Of course, I didn’t agree with absolutely everything I heard today – what would be the value in homogeneity? Inevitably innovation and ideas bring controversy and diverse views. One man’s ideas of grand infrastructure in Dubai, for example, may be my idea of environmental disaster, even if it does represent a spectacular feat of engineering. And whilst I understand the whole “When in Rome” business, I dearly wish the subject of venomous snakes would just go away. Yesterday and today, as an environmentalist spoke about his conservation work for the Indian King Cobra in the Western Ghats, which felt uncomfortably close to Mysore at this juncture, I wished I could find compassion and wish him  – and his beasts – well, but as I shrunk back visibly into my seat, narrowly avoiding the humiliation of leaping out of the auditorium on film, all I wished is that he would take the spitting forked tongue out of the projector image that had the twelve foot creature hanging literally right over us.

But the spirit of the day was to absorb a collection  of ideas that stunned, surprised and informed you, and one man’s truth is not every man’s taste. With the exception of the spitting cobra eating the pit viper, every single speaker presented food for thought.

Intensity and humility

Ten hours of lectures and another five hours or talking to healthcare workers, venture capitalists, photojournalists, fashion designers, teachers, artists, architects and social innovators from forty six countries, all so excited by the power and inspiration of change, was enough to exhilarate and exhaust most of us, yet somehow the spirit to absorb, engage and learn has kept many of us on our feet until way past one in the morning, again.

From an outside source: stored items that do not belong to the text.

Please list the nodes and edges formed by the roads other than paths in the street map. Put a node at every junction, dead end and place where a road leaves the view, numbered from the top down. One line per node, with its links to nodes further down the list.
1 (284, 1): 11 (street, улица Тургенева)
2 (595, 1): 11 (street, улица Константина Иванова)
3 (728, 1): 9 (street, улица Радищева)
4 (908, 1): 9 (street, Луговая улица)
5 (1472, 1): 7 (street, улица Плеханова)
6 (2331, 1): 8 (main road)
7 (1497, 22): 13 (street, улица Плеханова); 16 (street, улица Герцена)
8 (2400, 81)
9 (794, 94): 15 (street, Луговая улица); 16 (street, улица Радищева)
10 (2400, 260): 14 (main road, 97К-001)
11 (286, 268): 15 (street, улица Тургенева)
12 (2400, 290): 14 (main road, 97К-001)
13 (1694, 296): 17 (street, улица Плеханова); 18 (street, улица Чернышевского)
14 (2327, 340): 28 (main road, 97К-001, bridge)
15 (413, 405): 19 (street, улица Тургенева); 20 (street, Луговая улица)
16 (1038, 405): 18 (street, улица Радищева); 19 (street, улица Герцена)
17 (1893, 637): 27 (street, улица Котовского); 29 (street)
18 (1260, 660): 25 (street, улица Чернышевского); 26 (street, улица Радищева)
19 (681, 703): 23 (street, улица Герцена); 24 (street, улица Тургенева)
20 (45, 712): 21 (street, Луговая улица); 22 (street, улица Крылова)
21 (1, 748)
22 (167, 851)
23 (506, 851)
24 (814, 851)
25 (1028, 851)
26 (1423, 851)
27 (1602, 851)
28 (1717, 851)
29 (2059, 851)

Humility, too, has kept my senses keen.

The spectacular Swedish professor of public health, Hans Rosling, who opened the day with an energy-packed eighteen minutes told us that it was “possible, probable, though far from certain,” that India and China would catch up with the West in economic and health terms by the 27th July 2048.

We have about forty years to save the planet but in the meantime, we all need to sleep. Three hours until I need to be awake again, in every sense.

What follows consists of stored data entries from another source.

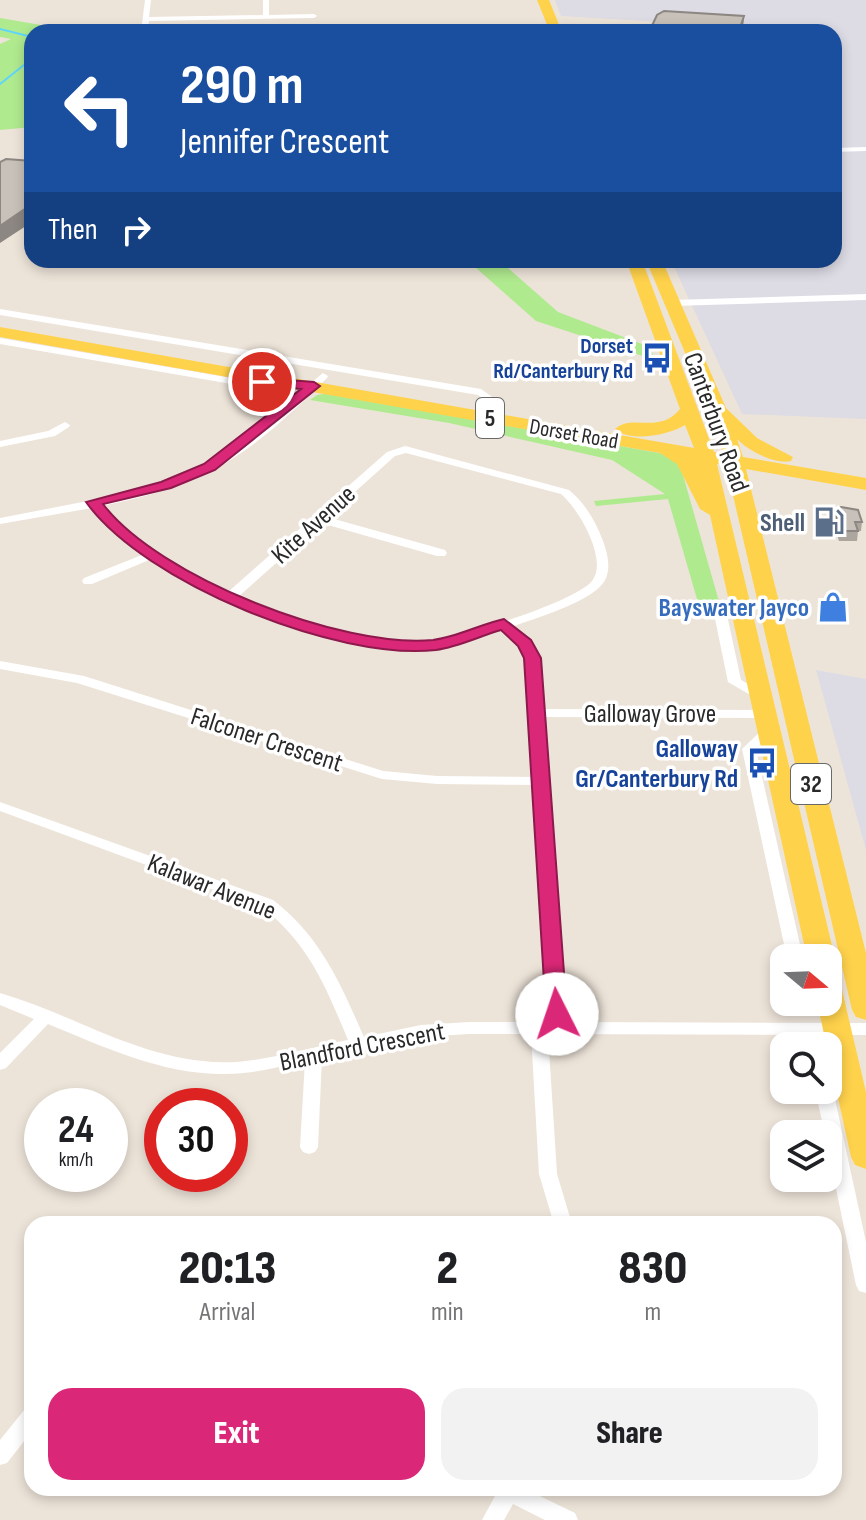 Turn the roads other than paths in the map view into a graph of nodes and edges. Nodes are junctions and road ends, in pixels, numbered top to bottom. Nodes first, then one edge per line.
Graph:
1 (148, 0) edge
2 (266, 0) edge
3 (543, 0) edge
4 (314, 16) dead end
5 (266, 17) junction
6 (146, 19) junction
7 (145, 24) edge
8 (553, 24) edge
9 (866, 149) edge
10 (842, 150) edge
11 (637, 268) edge
12 (657, 268) edge
13 (866, 297) edge
14 (672, 303) junction
15 (0, 312) edge
16 (0, 322) edge
17 (0, 332) edge
18 (0, 341) edge
19 (167, 345) junction
20 (282, 381) junction
21 (318, 381) junction
22 (716, 405) junction
23 (500, 406) junction
24 (689, 408) junction
25 (65, 425) dead end
26 (624, 429) junction
27 (0, 444) edge
28 (667, 449) junction
29 (704, 450) junction
30 (733, 454) junction
31 (790, 464) junction
32 (866, 471) edge
33 (866, 484) edge
34 (743, 490) junction
35 (93, 502) junction
36 (320, 519) junction
37 (0, 521) edge
38 (725, 536) junction
39 (441, 553) dead end
40 (151, 555) junction
41 (88, 581) dead end
42 (228, 599) junction
43 (737, 600) junction
44 (504, 624) junction
45 (0, 665) edge
46 (735, 682) junction
47 (757, 710) junction
48 (537, 713) junction
49 (795, 714) junction
50 (539, 781) junction
51 (0, 806) edge
52 (792, 944) edge
53 (817, 944) edge
54 (0, 999) edge
55 (866, 1010) edge
56 (45, 1017) junction
57 (866, 1022) edge
58 (548, 1027) junction
59 (804, 1032) edge
60 (842, 1042) edge
61 (358, 1043) junction
62 (314, 1056) junction
63 (0, 1064) edge
64 (827, 1104) edge
65 (309, 1147) dead end
66 (866, 1157) edge
67 (561, 1216) edge
68 (866, 1285) edge
69 (24, 1425) edge
70 (0, 1456) edge
71 (503, 1496) edge
72 (517, 1496) edge
73 (493, 1520) edge
74 (567, 1520) edge

1 - 6 street
2 - 5 street
3 - 8 main road
4 - 5 street
5 - 6 street
6 - 7 street
9 - 10 street
11 - 24 main road, Canterbury Road / 32
12 - 14 main road, Canterbury Road / 32
13 - 14 street
14 - 22 main road, Canterbury Road / 32
15 - 19 street, Dorset Road
16 - 19 main road, Dorset Road / 5
17 - 20 main road, Dorset Road / 5
18 - 20 street, Dorset Road
19 - 21 main road, Dorset Road / 5
19 - 23 street, Dorset Road
20 - 21 main road, Dorset Road / 5
21 - 23 main road, Dorset Road / 5
21 - 28 main road, Dorset Road / 5
21 - 35 street
22 - 30 main road, Canterbury Road / 32
22 - 31 main road
23 - 26 main road, Dorset Road / 5
24 - 26 main road
24 - 29 main road, Canterbury Road / 32
25 - 27 street
26 - 29 main road, Dorset Road / 5
28 - 29 main road, Dorset Road / 5
28 - 38 main road
29 - 30 main road, Dorset Road / 5
29 - 38 main road, Canterbury Road / 32
30 - 31 main road, Dorset Road / 5
30 - 34 main road, Canterbury Road / 32
31 - 32 main road, Dorset Road / 5
31 - 33 main road, Dorset Road / 5
31 - 34 main road
34 - 49 main road, Canterbury Road / 32
35 - 37 street
35 - 40 street
36 - 39 street
36 - 42 street, Kite Avenue
36 - 44 street, Kite Avenue
38 - 43 main road, Canterbury Road / 32
40 - 41 street
40 - 42 street
42 - 44 street
43 - 46 street, Canterbury Road
43 - 47 main road, Canterbury Road / 32
44 - 48 street
45 - 50 street, Falconer Crescent
46 - 47 street, Canterbury Road
46 - 47 street
47 - 48 street, Galloway Grove
47 - 49 main road
47 - 52 street
47 - 53 main road, Canterbury Road / 32
48 - 50 street
49 - 55 main road, Canterbury Road / 32
50 - 58 street
51 - 61 street, Kalawar Avenue
54 - 56 street, Blandford Crescent
56 - 62 street, Blandford Crescent
56 - 63 street
57 - 60 street, Blandford Crescent
58 - 59 street, Blandford Crescent
58 - 61 street, Blandford Crescent
58 - 67 street
60 - 66 main road
61 - 62 street, Blandford Crescent
62 - 65 street
64 - 68 street
69 - 70 street
71 - 73 street
72 - 74 street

The day starts again with fierce intensity tomorrow. In one day, I feel I have learned more that I ordinarily would have learned in a year, about India today, about the innovation and power in her vibrant civil society, about the world and about ourselves. I probably can recall just a fraction of what has been said, but unlike a day at law school or other conferences, i didn’t fall asleep for even a single minute, jet lagged, sleep-deprived or otherwise.

Last words then to one of the organisers, Lakshmi, who in true Indian style (Goodness Gracious me or My Big Fat Greek Wedding – you choose) told us why TED, famous for its eighteen minute lectures, was really an Indian invention. Eighteen chapters in the Mahabharata, eighteen sections in the Bhagavat Gita, eighteen days in an ancient historical battle, and eighteen minutes to transfer wisdom. TED India.

India shone brightly today, first with sunshine, and now with stars.

  1. Very vivid description. I watched the webcast all day Thursday, but feel closer to the action from your words.

    • SKJ permalink

      Thank you very much, really glad it meant something to you. I will write up Day Four as soon as I can! Enjoy!